**WORK ITEM**
A faithful copy of every entry is the goal; keep the images out of it.

/---

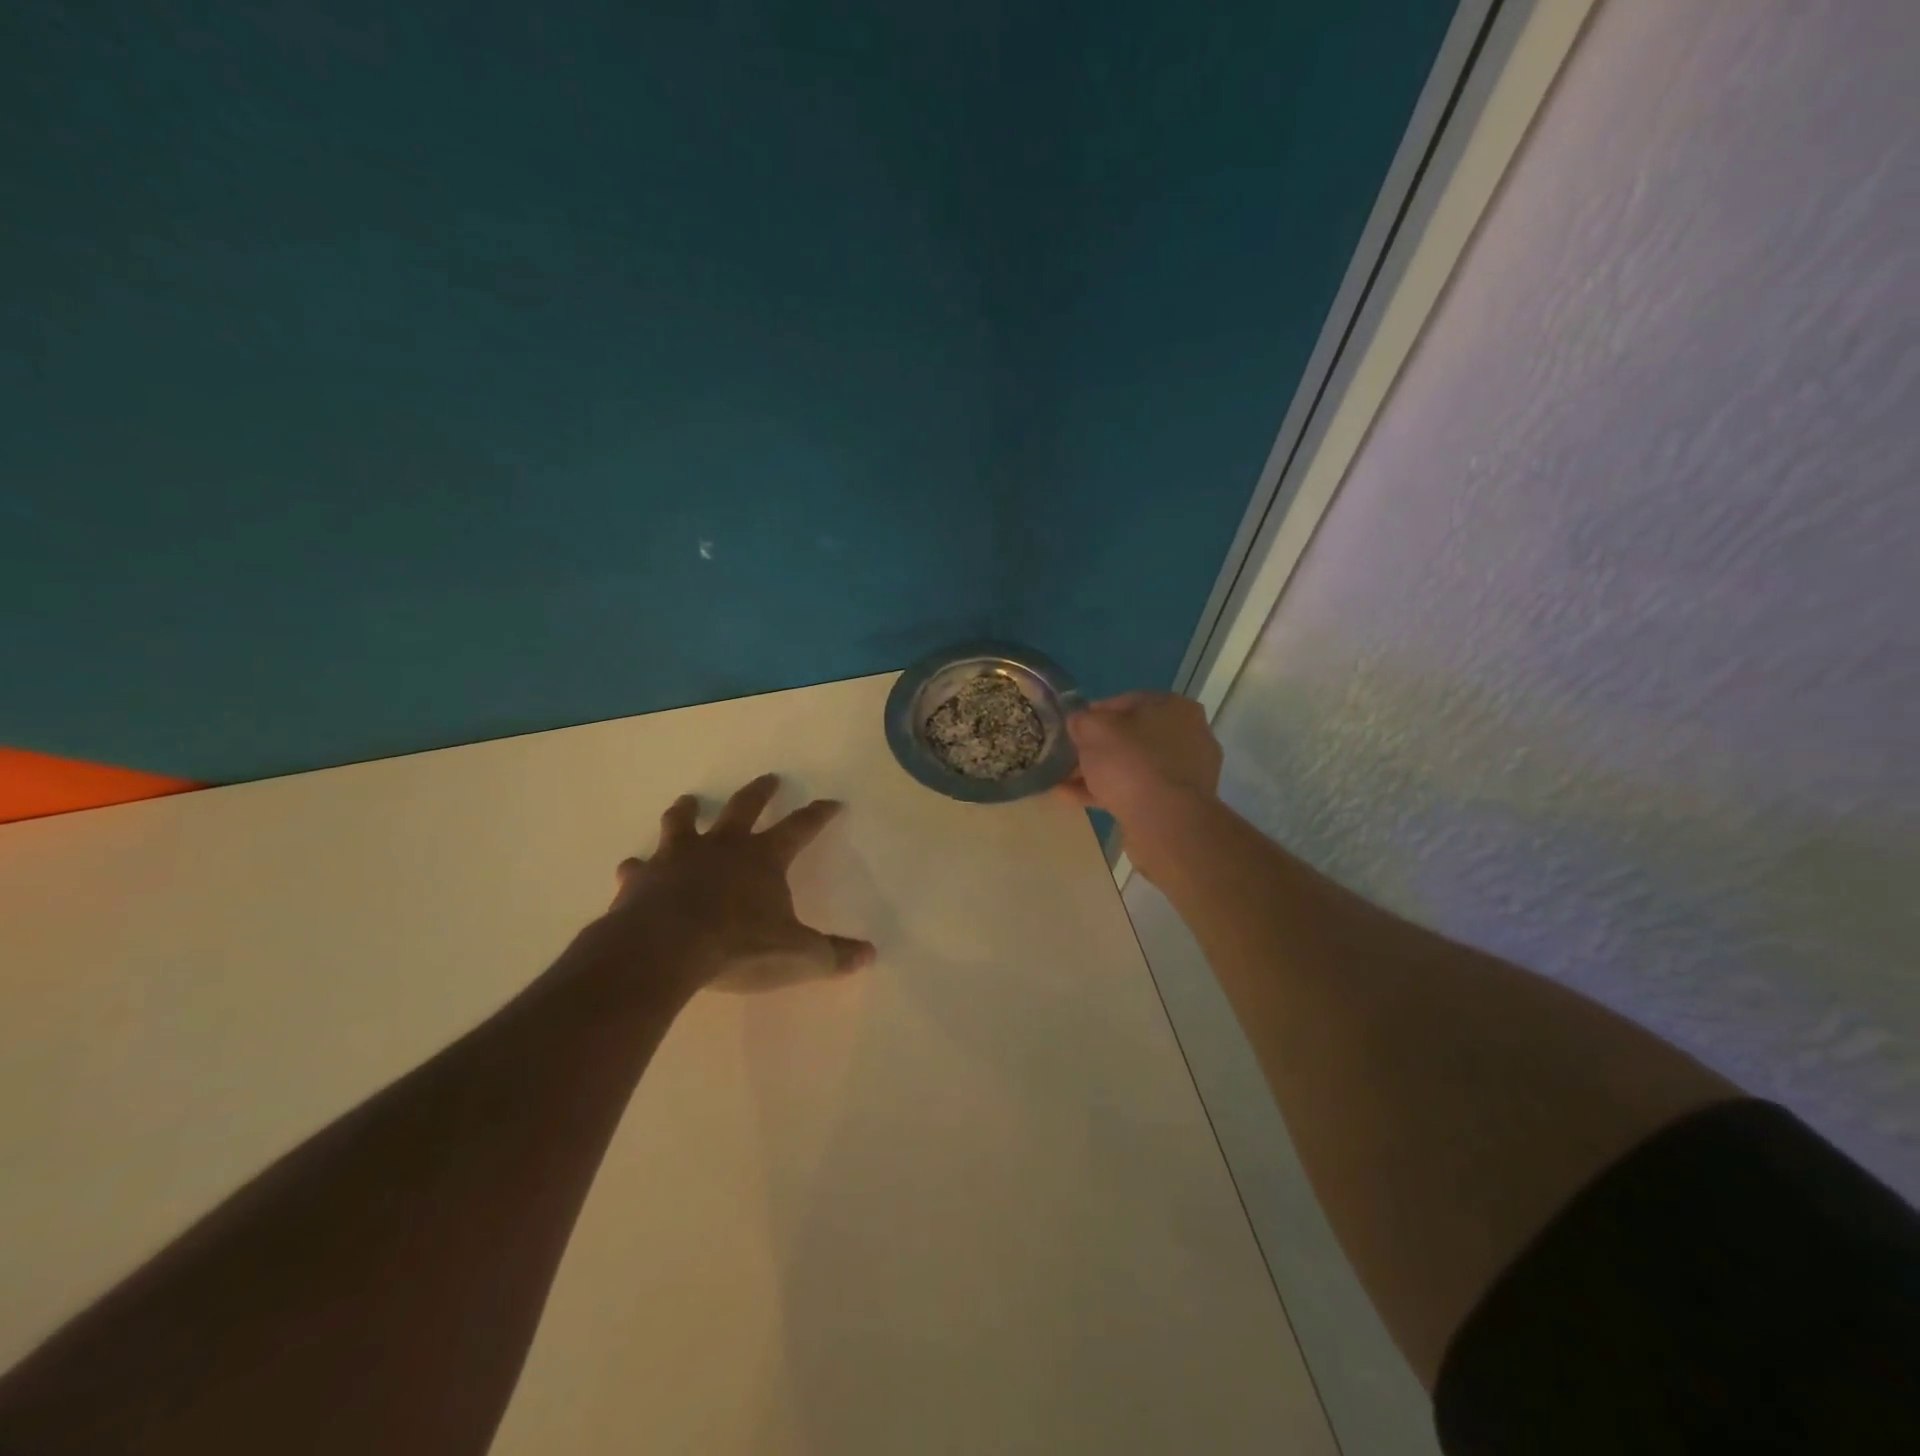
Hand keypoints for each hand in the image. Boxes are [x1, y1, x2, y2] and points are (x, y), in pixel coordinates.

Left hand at [603, 774, 875, 995]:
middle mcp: (722, 847)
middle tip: (769, 779)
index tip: (831, 802)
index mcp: (763, 858)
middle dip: (760, 793)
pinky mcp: (642, 879)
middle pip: (744, 808)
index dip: (818, 815)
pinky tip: (632, 868)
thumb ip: (831, 955)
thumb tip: (869, 955)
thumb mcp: (795, 955)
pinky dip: (638, 867)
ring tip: (690, 801)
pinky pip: (639, 868)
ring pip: (684, 823)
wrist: (663, 951)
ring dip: (688, 811)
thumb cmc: (736, 947)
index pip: (800, 828)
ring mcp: (677, 858)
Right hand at [1058, 693, 1222, 879]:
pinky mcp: (1179, 803)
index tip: (1072, 729)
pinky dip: (1110, 792)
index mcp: (1174, 706)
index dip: (1093, 715)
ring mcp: (1187, 771)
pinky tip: (1077, 800)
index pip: (1125, 702)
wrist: (1166, 822)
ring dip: (1100, 773)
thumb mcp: (1093, 731)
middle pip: (1131, 737)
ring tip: (1065, 784)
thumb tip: (1078, 722)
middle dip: (1096, 749)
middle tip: (1068, 759)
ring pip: (1133, 766)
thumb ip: (1082, 721)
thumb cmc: (1131, 763)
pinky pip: (1139, 790)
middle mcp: (1188, 734)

\---

**OUTPUT**
Hand keypoints for each hand in the image. Boxes are [x1, y1, x2, y2] and points are (x, y), in pixel coordinates.

Left hand at [603, 774, 875, 995]:
middle mcp: (722, 847)
middle tip: (769, 779)
index tip: (831, 802)
index mcp: (763, 858)
middle dip: (760, 793)
pinky mcp: (642, 879)
middle pip: (744, 808)
index dip: (818, 815)
pinky tip: (632, 868)
thumb ip: (831, 955)
thumb tip: (869, 955)
thumb mcp: (795, 955)
pinky dip: (638, 867)
ring tip: (690, 801)
pinky pip: (639, 868)
ring pip: (684, 823)
wrist: (663, 951)
ring dip: (688, 811)
thumb cmc: (736, 947)
index pip: (800, 828)
ring mcp: (677, 858)
Right hand at [1058, 693, 1222, 879]:
pinky mcp: (1179, 803)
index tip: (1072, 729)
pinky dip: (1110, 792)
index mcp: (1174, 706)
index dip: (1093, 715)
ring mcp: (1187, 771)
pinky tip: (1077, 800)
index pip: (1125, 702)
wrist: (1166, 822)
ring dip: (1100, 773)
thumb mcp: (1093, 731)
middle pip: (1131, 737)
ring tip: (1065, 784)
thumb tip: (1078, 722)
middle dip: (1096, 749)
middle tip: (1068, 759)
ring pip: (1133, 766)
thumb ip: (1082, 721)
thumb cmc: (1131, 763)
pinky pip: (1139, 790)
middle mcp: (1188, 734)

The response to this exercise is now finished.